_Exercise goal_
Reproduce all records word for word.

_Data under study_
•••••

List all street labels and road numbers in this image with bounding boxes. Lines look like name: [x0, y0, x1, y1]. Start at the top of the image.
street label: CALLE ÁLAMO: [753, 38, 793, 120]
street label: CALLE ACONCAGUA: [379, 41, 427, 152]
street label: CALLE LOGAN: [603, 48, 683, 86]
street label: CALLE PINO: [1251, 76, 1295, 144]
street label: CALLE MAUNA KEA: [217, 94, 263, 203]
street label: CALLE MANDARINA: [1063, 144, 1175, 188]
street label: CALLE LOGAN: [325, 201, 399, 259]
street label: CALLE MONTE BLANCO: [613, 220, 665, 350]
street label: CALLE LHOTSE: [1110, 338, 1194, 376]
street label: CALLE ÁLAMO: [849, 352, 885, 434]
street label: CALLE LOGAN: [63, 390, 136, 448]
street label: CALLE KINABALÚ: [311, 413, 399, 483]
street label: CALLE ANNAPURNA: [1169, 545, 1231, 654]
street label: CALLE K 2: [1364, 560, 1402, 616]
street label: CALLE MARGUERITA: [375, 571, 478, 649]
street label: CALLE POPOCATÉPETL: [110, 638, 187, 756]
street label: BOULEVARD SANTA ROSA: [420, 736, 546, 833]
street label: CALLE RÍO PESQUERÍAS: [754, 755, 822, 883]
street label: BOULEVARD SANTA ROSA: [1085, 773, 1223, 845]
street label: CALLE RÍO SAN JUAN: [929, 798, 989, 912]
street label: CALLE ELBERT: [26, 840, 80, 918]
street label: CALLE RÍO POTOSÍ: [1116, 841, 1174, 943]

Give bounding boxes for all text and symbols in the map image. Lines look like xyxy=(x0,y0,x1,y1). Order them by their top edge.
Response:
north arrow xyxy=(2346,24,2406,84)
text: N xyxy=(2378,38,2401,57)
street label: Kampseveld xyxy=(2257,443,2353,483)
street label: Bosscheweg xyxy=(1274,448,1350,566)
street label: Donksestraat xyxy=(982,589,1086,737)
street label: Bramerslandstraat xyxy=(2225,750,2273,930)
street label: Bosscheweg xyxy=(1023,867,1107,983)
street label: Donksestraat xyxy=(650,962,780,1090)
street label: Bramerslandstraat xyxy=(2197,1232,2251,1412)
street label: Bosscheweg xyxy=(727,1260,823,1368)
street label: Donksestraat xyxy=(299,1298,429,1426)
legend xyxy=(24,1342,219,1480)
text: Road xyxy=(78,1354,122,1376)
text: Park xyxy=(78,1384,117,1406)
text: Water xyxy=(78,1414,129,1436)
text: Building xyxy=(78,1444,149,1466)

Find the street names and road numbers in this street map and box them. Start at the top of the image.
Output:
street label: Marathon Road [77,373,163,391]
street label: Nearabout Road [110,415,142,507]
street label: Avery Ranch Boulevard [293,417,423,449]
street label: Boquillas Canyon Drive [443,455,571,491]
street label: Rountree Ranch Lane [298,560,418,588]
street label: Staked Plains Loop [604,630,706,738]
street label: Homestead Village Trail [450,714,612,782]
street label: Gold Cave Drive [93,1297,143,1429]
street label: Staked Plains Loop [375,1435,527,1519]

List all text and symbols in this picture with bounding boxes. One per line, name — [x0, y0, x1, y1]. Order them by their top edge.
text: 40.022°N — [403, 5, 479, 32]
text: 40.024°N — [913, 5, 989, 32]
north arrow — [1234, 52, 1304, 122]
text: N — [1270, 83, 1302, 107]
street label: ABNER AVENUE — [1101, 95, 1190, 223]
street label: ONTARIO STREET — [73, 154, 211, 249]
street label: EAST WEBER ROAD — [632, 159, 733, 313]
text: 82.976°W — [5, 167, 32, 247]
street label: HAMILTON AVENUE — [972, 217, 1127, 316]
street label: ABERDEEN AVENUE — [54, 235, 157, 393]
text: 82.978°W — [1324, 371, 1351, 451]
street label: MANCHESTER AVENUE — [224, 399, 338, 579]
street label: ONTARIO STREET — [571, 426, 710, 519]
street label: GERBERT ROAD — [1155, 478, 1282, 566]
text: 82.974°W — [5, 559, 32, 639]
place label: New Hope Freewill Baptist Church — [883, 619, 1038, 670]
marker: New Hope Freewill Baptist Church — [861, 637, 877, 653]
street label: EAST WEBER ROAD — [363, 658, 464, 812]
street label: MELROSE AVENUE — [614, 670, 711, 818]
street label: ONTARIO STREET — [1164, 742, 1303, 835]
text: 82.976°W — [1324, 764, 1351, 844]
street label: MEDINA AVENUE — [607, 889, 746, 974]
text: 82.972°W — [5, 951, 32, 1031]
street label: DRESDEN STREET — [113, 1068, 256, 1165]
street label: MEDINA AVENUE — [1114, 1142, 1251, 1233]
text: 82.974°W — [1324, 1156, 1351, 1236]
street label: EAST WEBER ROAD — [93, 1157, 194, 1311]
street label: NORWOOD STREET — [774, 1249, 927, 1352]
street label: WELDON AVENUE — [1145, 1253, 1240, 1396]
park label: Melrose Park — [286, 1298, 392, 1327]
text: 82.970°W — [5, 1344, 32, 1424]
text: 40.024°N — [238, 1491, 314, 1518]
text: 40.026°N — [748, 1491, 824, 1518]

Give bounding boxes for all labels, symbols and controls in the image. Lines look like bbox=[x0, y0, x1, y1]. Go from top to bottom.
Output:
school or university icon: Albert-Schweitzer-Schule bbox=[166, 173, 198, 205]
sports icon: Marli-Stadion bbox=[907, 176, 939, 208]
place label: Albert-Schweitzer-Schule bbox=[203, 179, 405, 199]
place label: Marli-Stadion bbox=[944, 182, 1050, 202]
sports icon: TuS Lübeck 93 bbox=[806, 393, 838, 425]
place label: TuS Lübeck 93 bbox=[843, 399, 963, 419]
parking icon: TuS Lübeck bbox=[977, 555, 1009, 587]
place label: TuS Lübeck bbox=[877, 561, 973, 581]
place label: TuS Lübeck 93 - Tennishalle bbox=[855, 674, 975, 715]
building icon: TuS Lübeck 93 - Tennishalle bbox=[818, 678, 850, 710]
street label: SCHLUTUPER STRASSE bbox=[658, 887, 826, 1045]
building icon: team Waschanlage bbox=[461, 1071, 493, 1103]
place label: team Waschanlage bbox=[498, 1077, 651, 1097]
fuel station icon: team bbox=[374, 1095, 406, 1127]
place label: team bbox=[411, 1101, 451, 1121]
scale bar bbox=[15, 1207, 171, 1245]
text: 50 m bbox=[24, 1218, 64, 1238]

•••••

_Result_
List all street labels and road numbers in this image with bounding boxes. Lines look like name: [x0, y0, x1, y1]. Start at the top of the image.
street label: CALLE ÁLAMO: [753, 38, 793, 120]
street label: CALLE ACONCAGUA: [379, 41, 427, 152]
street label: CALLE LOGAN: [603, 48, 683, 86]
street label: CALLE PINO: [1251, 76, 1295, 144]
street label: CALLE MAUNA KEA: [217, 94, 263, 203]
street label: CALLE MANDARINA: [1063, 144, 1175, 188]
street label: CALLE LOGAN: [325, 201, 399, 259]
street label: CALLE MONTE BLANCO: [613, 220, 665, 350]
street label: CALLE LHOTSE: [1110, 338, 1194, 376]
street label: CALLE ÁLAMO: [849, 352, 885, 434]
street label: CALLE LOGAN: [63, 390, 136, 448]
street label: CALLE KINABALÚ: [311, 413, 399, 483]
street label: CALLE ANNAPURNA: [1169, 545, 1231, 654]
street label: CALLE K 2: [1364, 560, 1402, 616]
street label: CALLE MARGUERITA: [375, 571, 478, 649]
street label: CALLE POPOCATÉPETL: [110, 638, 187, 756]
street label: BOULEVARD SANTA ROSA: [420, 736, 546, 833]
street label: CALLE RÍO PESQUERÍAS: [754, 755, 822, 883]
street label: BOULEVARD SANTA ROSA: [1085, 773, 1223, 845]
street label: CALLE RÍO SAN JUAN: [929, 798, 989, 912]
street label: CALLE ELBERT: [26, 840, 80, 918]
street label: CALLE RÍO POTOSÍ: [1116, 841, 1174, 943]

Give bounding boxes for all text and symbols in the map image. Lines look like xyxy=(x0,y0,x1,y1). Order them by their top edge.
Response:
north arrow xyxy=(2346,24,2406,84)
text: N xyxy=(2378,38,2401,57)
street label: Kampseveld xyxy=(2257,443,2353,483)
street label: Bosscheweg xyxy=(1274,448,1350,566)
street label: Donksestraat xyxy=(982,589,1086,737)
street label: Bramerslandstraat xyxy=(2225,750,2273,930)
street label: Bosscheweg xyxy=(1023,867,1107,983)
street label: Donksestraat xyxy=(650,962,780,1090)
street label: Bramerslandstraat xyxy=(2197,1232,2251,1412)
street label: Bosscheweg xyxy=(727,1260,823,1368)
street label: Donksestraat xyxy=(299,1298,429,1426)
legend xyxy=(24,1342,219,1480)
text: Road xyxy=(78,1354,122,1376)
text: Park xyxy=(78,1384,117,1406)
text: Water xyxy=(78,1414,129,1436)
text: Building xyxy=(78,1444,149,1466)

Find the street names and road numbers in this street map and box them. Start at the top of the image.
Output:
street label: Marathon Road [77,373,163,391]
street label: Nearabout Road [110,415,142,507]
street label: Avery Ranch Boulevard [293,417,423,449]
street label: Boquillas Canyon Drive [443,455,571,491]
street label: Rountree Ranch Lane [298,560,418,588]
street label: Staked Plains Loop [604,630,706,738]
street label: Homestead Village Trail [450,714,612,782]
street label: Gold Cave Drive [93,1297,143,1429]
street label: Staked Plains Loop [375,1435,527,1519]

List all text and symbols in this picture with bounding boxes. One per line, name — [x0, y0, x1, y1]. Order them by their top edge.
text: 40.022°N — [403, 5, 479, 32]
text: 40.024°N — [913, 5, 989, 32]
north arrow — [1234, 52, 1304, 122]
text: N — [1270, 83, 1302, 107]
street label: ABNER AVENUE — [1101, 95, 1190, 223]
street label: ONTARIO STREET — [73, 154, 211, 249]
street label: EAST WEBER ROAD — [632, 159, 733, 313]
text: 82.976°W — [5, 167, 32, 247]
street label: HAMILTON AVENUE — [972, 217, 1127, 316]
street label: ABERDEEN AVENUE — [54, 235, 157, 393]
text: 82.978°W — [1324, 371, 1351, 451]
street label: MANCHESTER AVENUE — [224, 399, 338, 579]
street label: ONTARIO STREET — [571, 426, 710, 519]
street label: GERBERT ROAD — [1155, 478, 1282, 566]
text: 82.974°W — [5, 559, 32, 639]
place label: New Hope Freewill Baptist Church — [883, 619, 1038, 670]
marker: New Hope Freewill Baptist Church — [861, 637, 877, 653]
street label: EAST WEBER ROAD — [363, 658, 464, 812]
street label: MELROSE AVENUE — [614, 670, 711, 818]
street label: ONTARIO STREET — [1164, 742, 1303, 835]
text: 82.976°W — [1324, 764, 1351, 844]
street label: MEDINA AVENUE — [607, 889, 746, 974]
text: 82.972°W — [5, 951, 32, 1031]
street label: DRESDEN STREET — [113, 1068, 256, 1165]
street label: MEDINA AVENUE — [1114, 1142, 1251, 1233]
text: 82.974°W — [1324, 1156, 1351, 1236]
street label: EAST WEBER ROAD — [93, 1157, 194, 1311]
street label: NORWOOD STREET — [774, 1249, 927, 1352]
street label: WELDON AVENUE — [1145, 1253, 1240, 1396]
park label: Melrose Park — [286, 1298, 392, 1327]
text: 82.970°W — [5, 1344, 32, 1424]
text: 40.024°N — [238, 1491, 314, 1518]
text: 40.026°N — [748, 1491, 824, 1518]

Give bounding boxes for all labels, symbols and controls in the image. Lines look like bbox=[x0, y0, x1, y1]. Go from top to bottom.
Output:
school or university icon: Albert-Schweitzer-Schule bbox=[166, 173, 198, 205]
sports icon: Marli-Stadion bbox=[907, 176, 939, 208]
place label: Albert-Schweitzer-Schule bbox=[203, 179, 405, 199]
place label: Marli-Stadion bbox=[944, 182, 1050, 202]
sports icon: TuS Lübeck 93 bbox=[806, 393, 838, 425]
place label: TuS Lübeck 93 bbox=[843, 399, 963, 419]
parking icon: TuS Lübeck bbox=[977, 555, 1009, 587]
place label: TuS Lübeck bbox=[877, 561, 973, 581]
place label: TuS Lübeck 93 - Tennishalle bbox=[855, 674, 975, 715]
building icon: TuS Lübeck 93 - Tennishalle bbox=[818, 678, 850, 710]
street label: SCHLUTUPER STRASSE bbox=[658, 887, 826, 1045]
building icon: team Waschanlage bbox=[461, 1071, 493, 1103]
place label: team Waschanlage bbox=[498, 1077, 651, 1097]
fuel station icon: team bbox=[374, 1095, 406, 1127]
place label: team bbox=[411, 1101, 451, 1121]
scale bar bbox=[15, 1207, 171, 1245]
text: 50 m bbox=[24, 1218, 64, 1238]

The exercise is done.